Your point is very valid. EPF is truly a jail. It should be made voluntary, but no government will do it, as it is a steady cash flow for the government. The liabilities every year can easily be managed by the incoming cash flow. |
Well. Well. If anyone is still doing VPF (Voluntary PF), we should build a temple for them.
Quote:
Originally Posted by thanixravindran
(Post 5876851)
Hello Smartcat - While looking at index fund, I saw HDFC has index funds for G-Sec also with different funds matched to maturity from 2026 and 2036. |
Target Maturity Funds are good if you are doing goal-based planning and if you can match your goals with the maturity target of any of the available funds. The underlying securities, backed by central or state governments, are relatively safer and the returns are also predictable.
Quote:
Originally Posted by Naetik30
(Post 5877159)
Your quote on the size of the PF fund - is a fact - but not relevant.
-Yours truly,
An EPF Hostage |
It is, and I have no love for the EPF nor did I want to spend my day off this way but its very polluted outside so I'll elaborate.
GoI currently forces organized sector employers to make a certain percentage of your basic pay as EPF contribution (12% I think). It further mandates that basic pay be no less than 40% (50% since 2022). So, it has mandated a certain minimum contribution to the EPF via the tax paying, organized working class.
To be clear, they cant do anything about self employed, professional, businesses, unorganized, categories so who is left - people like us.
The GoI further changed the PF rules back in 2015 to allow EPFO to invest in equities. It was purportedly to 'earn higher returns on its investments'. Said limit was further raised to 15% last year or so. The further mandate is to invest only in PSU stocks and only via ETFs. This gives the govt a very powerful tool to influence valuations of select ETFs such as CPSE and in turn the PSUs underlying (CPSE has only 11 stocks if memory serves me right). Would they let it go? At present ~9% of your ''debt instrument'' money is actually in equity !
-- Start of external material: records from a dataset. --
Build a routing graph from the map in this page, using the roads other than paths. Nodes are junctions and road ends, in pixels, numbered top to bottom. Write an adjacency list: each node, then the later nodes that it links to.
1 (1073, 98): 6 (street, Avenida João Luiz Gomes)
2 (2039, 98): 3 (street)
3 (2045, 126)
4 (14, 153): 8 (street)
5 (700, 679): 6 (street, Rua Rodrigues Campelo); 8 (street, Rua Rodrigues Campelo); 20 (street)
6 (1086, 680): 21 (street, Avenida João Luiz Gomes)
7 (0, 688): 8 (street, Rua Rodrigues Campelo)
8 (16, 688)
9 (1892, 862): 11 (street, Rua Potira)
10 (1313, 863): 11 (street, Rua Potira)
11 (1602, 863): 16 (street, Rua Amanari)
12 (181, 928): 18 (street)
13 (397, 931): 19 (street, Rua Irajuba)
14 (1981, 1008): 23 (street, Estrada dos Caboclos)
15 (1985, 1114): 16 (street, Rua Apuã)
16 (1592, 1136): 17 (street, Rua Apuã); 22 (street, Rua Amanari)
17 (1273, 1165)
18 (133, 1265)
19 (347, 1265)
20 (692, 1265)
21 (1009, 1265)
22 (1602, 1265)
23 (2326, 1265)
https://labour.gov.in/sites/default/...pib1947416.pdf
So the point, my dear, is that you and I cannot determine whether the scheme is attractive or not [hum ooparwale ke haath ki kathputliyan hain jahanpanah]. The scheme is here and we are doomed to participate in it till we are working for the organized sector. EEE or TTT doesn't matter to the govt. If some ministry thinks tomorrow that their listed entity valuations are falling they can lobby the govt to deploy more EPFO funds and this limit can be raised.
Quote:
Originally Posted by DigitalOne
(Post 5877162)
I was under the impression that the tax on interest exceeding 2.5L is only for voluntary contributions, and not for the mandatory employee or employer contributions.
Your point is very valid. EPF is truly a jail. It should be made voluntary, but no government will do it, as it is a steady cash flow for the government. The liabilities every year can easily be managed by the incoming cash flow. |
No, it is total. Government does not care if you are doing a VPF or not in addition to the default PF.
EPF has now become a Jail. Until it was Exempt Exempt Exempt category, it was a very good debt instrument for long term.
Quote:
Originally Posted by Naetik30
(Post 5877163)
Well. Well. If anyone is still doing VPF (Voluntary PF), we should build a temple for them. |
What is the tax rate if the earned PF interest > 2.5 lakhs?
Quote:
Originally Posted by sagarpadaki
(Post 5877190)
No, it is total. Government does not care if you are doing a VPF or not in addition to the default PF.
EPF has now become a Jail. Until it was Exempt Exempt Exempt category, it was a very good debt instrument for long term.
What is the tax rate if the earned PF interest > 2.5 lakhs? |
Contributions higher than 2.5 lakhs is held in a seperate account and will show in your EPF pass book. The interest earned on this taxable account will show up in your Form 26AS.
And this is taxable at your slab rate.